◆ WORK INSTRUCTIONS ◆
Starting at the line that contains "index pip: (389, 272)" and ending at the line that contains "thumb tip: (334, 330)", the lines below are to be given again exactly, with nothing added.

◆ TASK INPUTS ◆
==============================

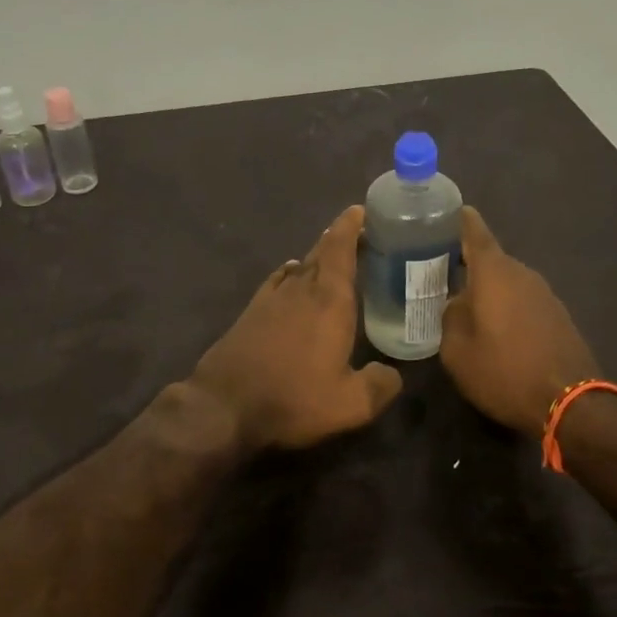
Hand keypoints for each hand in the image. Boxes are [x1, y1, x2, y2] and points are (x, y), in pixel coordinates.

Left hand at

==============================

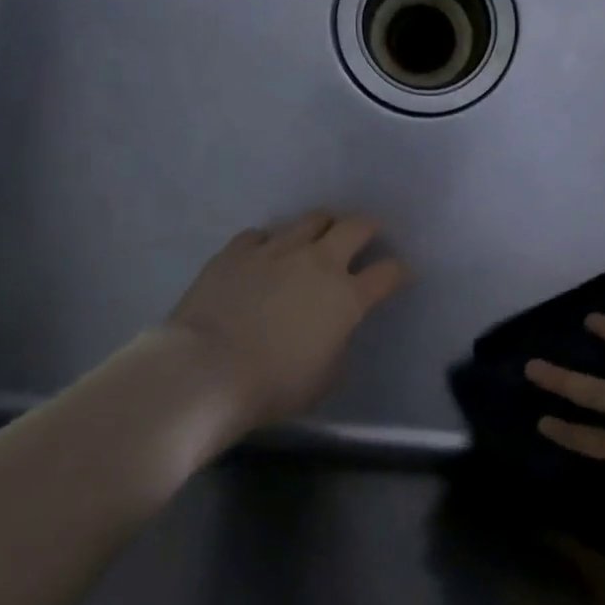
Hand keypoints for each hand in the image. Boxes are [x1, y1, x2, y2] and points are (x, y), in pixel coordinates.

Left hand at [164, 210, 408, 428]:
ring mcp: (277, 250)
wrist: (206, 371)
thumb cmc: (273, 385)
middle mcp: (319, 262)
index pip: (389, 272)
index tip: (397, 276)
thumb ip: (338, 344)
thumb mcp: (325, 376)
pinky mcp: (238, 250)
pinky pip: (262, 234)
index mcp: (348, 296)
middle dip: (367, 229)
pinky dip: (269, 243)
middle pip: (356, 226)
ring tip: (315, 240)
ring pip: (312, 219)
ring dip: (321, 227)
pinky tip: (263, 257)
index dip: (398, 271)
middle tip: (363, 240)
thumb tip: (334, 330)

==============================

◆ RESPONSE TO THE EXERCISE ◆
index pip: (389, 272)
index tip: (397, 276)
thumb ip: (338, 344)
thumb mcp: (325, 376)
pinky mcp: (238, 250)
pinky pip: (262, 234)
index mcp: (348, 296)
middle dip: (367, 229)
pinky dip: (269, 243)
middle pip: (356, 226)
ring tip: (315, 240)
ring pip: (312, 219)
ring dip: (321, 227)
pinky tip: (263, 257)
index dip: (398, 271)
middle tip: (363, 240)
thumb tip: (334, 330)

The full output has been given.